Defining the Workflow Plugin
Purpose
The purpose of this document is to explain how to define the Workflow Plugin, also referred to as AutomationScripts.dll.
Each customer has unique requirements and desired outcomes for document identification and processing. This document should be considered as general guidance to assist developers in defining the Workflow Plugin, according to specific use cases for the project.
Overview
To identify custom document types, the Workflow service uses a plugin structure. The Shinydocs.AutomatorScripting package facilitates this.

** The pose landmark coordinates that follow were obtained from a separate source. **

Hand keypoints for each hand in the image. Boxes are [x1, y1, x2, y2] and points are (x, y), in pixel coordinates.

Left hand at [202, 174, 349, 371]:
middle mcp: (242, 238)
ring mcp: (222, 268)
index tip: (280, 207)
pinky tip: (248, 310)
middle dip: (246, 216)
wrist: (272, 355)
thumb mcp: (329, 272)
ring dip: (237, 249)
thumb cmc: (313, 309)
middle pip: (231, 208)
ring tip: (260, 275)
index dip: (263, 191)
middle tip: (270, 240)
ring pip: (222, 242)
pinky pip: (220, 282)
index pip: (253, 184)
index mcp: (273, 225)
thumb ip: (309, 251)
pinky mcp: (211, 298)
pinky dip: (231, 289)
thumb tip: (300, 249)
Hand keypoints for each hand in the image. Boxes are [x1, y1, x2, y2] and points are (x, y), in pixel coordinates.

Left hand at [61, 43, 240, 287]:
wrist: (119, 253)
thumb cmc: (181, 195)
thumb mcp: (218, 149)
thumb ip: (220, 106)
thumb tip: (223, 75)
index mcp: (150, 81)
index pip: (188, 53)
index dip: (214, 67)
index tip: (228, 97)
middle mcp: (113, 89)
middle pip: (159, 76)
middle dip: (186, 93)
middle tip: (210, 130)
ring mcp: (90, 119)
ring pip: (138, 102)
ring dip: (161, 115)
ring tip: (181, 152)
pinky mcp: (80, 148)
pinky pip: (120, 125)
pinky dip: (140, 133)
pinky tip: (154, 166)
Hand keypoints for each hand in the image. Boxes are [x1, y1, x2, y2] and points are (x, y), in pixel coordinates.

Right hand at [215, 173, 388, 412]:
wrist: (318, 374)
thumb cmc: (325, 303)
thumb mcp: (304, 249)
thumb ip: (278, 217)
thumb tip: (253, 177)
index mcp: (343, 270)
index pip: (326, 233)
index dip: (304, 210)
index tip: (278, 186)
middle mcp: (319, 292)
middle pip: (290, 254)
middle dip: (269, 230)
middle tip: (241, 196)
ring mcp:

The Workflow Library contains custom scripts for the Workflow service.
Getting Started
Third-Party Software Requirements
Name | Version | Download Link |
---|---|---|
.NET Framework SDK | 7.0 (for Workflow 2.5) | |
6.0 (for Workflow 2.4) |
Script Creation
We highly recommend stringent and thorough testing of the IdentifyDocumentType method to ensure the most accurate results from the Workflow service.
Create a class derived from the class Shinydocs.AutomatorScripting.DocumentTypeScript (see below for property table)

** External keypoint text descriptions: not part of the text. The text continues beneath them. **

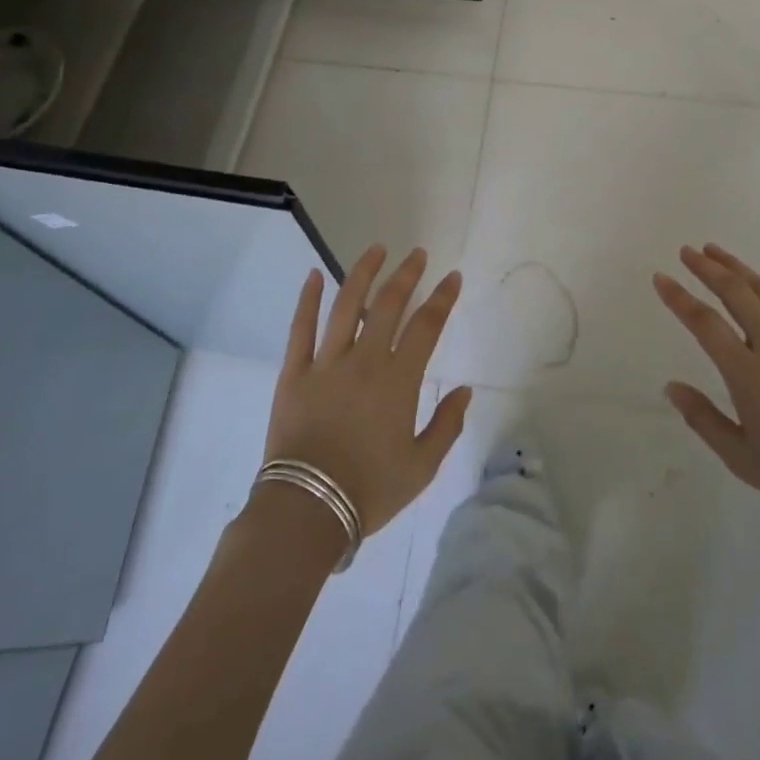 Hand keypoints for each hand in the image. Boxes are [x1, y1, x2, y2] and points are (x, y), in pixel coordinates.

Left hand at [264, 245, 471, 536]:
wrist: (307, 510)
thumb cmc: (370, 490)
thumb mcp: (422, 466)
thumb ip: (447, 425)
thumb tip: (464, 390)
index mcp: (398, 380)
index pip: (426, 325)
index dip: (442, 298)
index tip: (452, 277)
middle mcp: (365, 360)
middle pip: (389, 305)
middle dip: (406, 274)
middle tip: (417, 254)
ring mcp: (326, 363)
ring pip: (346, 305)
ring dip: (363, 273)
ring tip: (376, 250)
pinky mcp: (294, 373)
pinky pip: (301, 329)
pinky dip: (308, 299)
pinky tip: (314, 275)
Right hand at [653, 244, 759, 545]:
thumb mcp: (741, 458)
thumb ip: (703, 419)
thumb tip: (671, 386)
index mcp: (748, 375)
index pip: (704, 324)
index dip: (679, 298)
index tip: (660, 277)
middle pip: (735, 294)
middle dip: (707, 269)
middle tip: (686, 252)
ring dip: (739, 268)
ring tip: (716, 251) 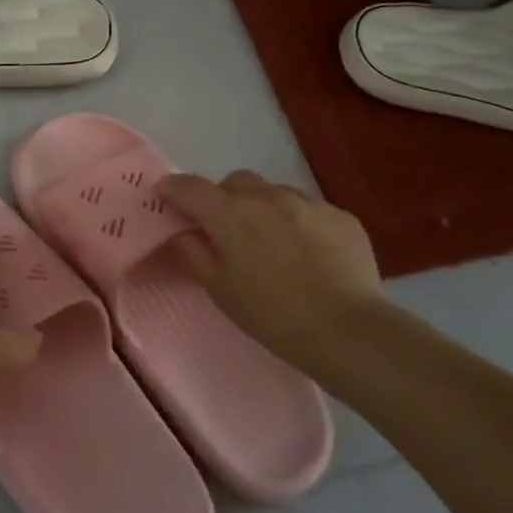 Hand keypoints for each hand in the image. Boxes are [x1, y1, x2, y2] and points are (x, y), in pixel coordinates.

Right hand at [157, 169, 385, 372]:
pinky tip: (308, 252)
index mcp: (230, 213)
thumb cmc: (271, 314)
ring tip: (272, 241)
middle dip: (224, 198)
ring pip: (274, 192)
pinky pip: (309, 208)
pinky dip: (298, 221)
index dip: (173, 188)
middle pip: (235, 182)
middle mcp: (267, 196)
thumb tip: (184, 233)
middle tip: (226, 228)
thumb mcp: (220, 290)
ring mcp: (308, 202)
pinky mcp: (341, 216)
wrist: (346, 330)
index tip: (165, 196)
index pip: (190, 187)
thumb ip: (194, 254)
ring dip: (263, 207) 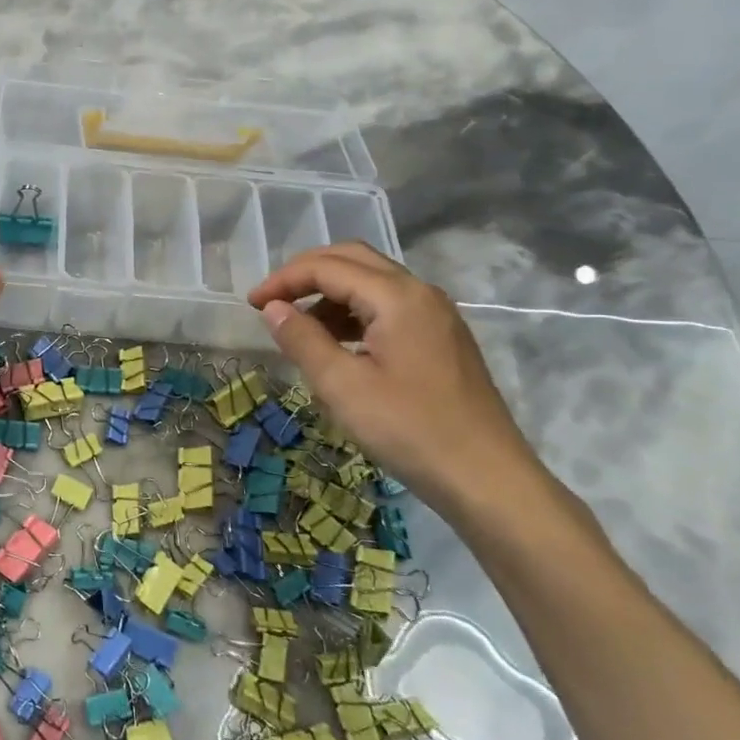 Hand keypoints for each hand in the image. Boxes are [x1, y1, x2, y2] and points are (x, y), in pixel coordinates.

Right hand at [248, 243, 544, 511]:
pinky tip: (337, 344)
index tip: (251, 305)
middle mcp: (421, 293)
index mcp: (398, 297)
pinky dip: (354, 312)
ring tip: (299, 327)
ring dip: (330, 293)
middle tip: (272, 302)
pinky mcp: (441, 338)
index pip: (328, 267)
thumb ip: (303, 339)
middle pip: (353, 260)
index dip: (284, 280)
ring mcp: (436, 315)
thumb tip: (274, 308)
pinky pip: (389, 306)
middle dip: (306, 274)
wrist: (487, 479)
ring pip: (372, 282)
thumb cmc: (409, 430)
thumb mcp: (342, 386)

Implement the following methods:
IdentifyDocumentType()
This method identifies the document based on the JObject passed into it. This object is a copy of the index object. The function returns true if the document has been identified. It is called during the IdentifyDocument task in the workflow. This is a critical part of the process. If the document cannot be identified the other methods will not run for that document.
ProcessDocumentType()
This method returns a JObject that contains all the fields that are to be added to the index. It is called during the ProcessDocument task in the workflow. This method updates a document with data.
PostProcessDocumentType()
This method is almost identical to ProcessDocumentType(). It returns an update object that contains all the fields to be updated in the index. It is called during the PostProcessDocument task in the workflow. This method updates a document with data after it has been reviewed in Review.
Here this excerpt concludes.